Well-designed BI applications can give anyone in your company the ability to make better decisions by quickly understanding the various “information assets” in your organization and how these interact with each other. These assets can include customer databases, supply chain information, personnel data, manufacturing, and sales and marketing activity, as well as any other source of information critical to your operation. BI software allows you to integrate these disparate data sources into a single coherent framework for real-time reporting and detailed analysis by anyone in your extended enterprise – customers, partners, employees, managers, and executives.

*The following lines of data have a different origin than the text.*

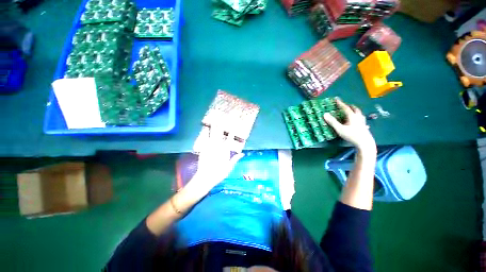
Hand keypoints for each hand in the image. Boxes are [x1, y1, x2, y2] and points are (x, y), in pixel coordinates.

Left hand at [192, 126, 243, 192]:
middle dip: (221, 126)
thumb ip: (235, 158)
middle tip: (222, 119)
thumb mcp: (229, 167)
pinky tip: (205, 129)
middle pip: (220, 134)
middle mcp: (218, 146)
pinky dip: (205, 134)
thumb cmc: (219, 173)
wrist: (206, 177)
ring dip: (214, 128)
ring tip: (214, 121)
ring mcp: (210, 147)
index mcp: (225, 150)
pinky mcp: (204, 149)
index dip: (232, 132)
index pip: (230, 139)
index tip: (234, 126)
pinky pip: (205, 140)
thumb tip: (242, 153)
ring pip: (212, 135)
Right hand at [323, 99, 375, 153]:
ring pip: (359, 113)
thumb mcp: (339, 129)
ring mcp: (362, 122)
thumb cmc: (351, 135)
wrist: (365, 143)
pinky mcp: (364, 126)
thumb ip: (332, 122)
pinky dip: (358, 117)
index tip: (336, 99)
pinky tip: (358, 121)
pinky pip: (361, 119)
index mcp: (352, 116)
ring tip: (352, 111)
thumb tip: (325, 114)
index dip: (340, 103)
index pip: (346, 108)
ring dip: (355, 111)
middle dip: (350, 106)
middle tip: (346, 105)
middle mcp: (358, 117)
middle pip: (355, 109)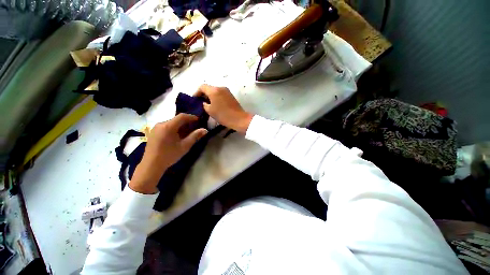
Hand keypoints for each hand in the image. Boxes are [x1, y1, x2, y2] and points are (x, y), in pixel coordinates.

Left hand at [129, 114, 207, 193]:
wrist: (151, 165)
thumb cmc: (169, 155)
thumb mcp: (185, 146)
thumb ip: (195, 136)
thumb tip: (205, 130)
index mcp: (168, 126)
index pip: (182, 116)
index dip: (191, 117)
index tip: (199, 120)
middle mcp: (161, 124)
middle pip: (176, 119)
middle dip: (186, 122)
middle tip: (194, 127)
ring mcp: (155, 128)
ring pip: (171, 122)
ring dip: (180, 125)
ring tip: (187, 132)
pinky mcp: (153, 132)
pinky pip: (166, 126)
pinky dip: (173, 128)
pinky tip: (177, 135)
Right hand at [194, 84, 253, 133]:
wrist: (239, 119)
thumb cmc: (223, 115)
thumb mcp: (210, 111)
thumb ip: (204, 104)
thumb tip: (204, 102)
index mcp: (214, 90)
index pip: (202, 87)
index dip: (197, 92)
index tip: (195, 100)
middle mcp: (221, 87)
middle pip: (209, 88)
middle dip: (204, 94)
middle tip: (200, 103)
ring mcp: (227, 91)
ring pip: (215, 91)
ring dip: (210, 96)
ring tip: (207, 105)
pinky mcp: (231, 95)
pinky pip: (221, 94)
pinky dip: (216, 98)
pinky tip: (215, 105)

The term Business Intelligence (BI) represents the tools and systems that play a key role in the strategic planning process of the corporation. These systems allow a company to gather, store, access and analyze corporate data to aid in decision-making. Generally these systems will illustrate business intelligence in the areas of customer profiling, customer support, market research, market segmentation, product profitability, statistical analysis, and inventory and distribution analysis to name a few.
Most companies collect a large amount of data from their business operations. To keep track of that information, a business and would need to use a wide range of software programs , such as Excel, Access and different database applications for various departments throughout their organization. Using multiple software programs makes it difficult to retrieve information in a timely manner and to perform analysis of the data.

Applications in an enterprise

Business intelligence can be applied to the following business purposes, in order to drive business value.
  1. Measurement – program that creates a hierarchy of performance metrics (see also Metrics Reference Model) and benchmarking that informs business leaders about progress towards business goals (business process management).
  2. Analytics – program that builds quantitative processes for a business to arrive at optimal decisions and to perform business knowledge discovery. Frequently involves: data mining, process mining, statistical analysis, predictive analytics, predictive modeling, business process modeling, complex event processing and prescriptive analytics.
  3. Reporting/enterprise reporting – program that builds infrastructure for strategic reporting to serve the strategic management of a business, not operational reporting. Frequently involves data visualization, executive information system and OLAP.
  4. Collaboration/collaboration platform – program that gets different areas (both inside and outside the business) to work together through data sharing and electronic data interchange.
  5. Knowledge management – program to make the company data driven through strategies and practices to identify, create, represent, distribute, and enable adoption of insights and experiences that are true business knowledge. Knowledge management leads to learning management and regulatory compliance.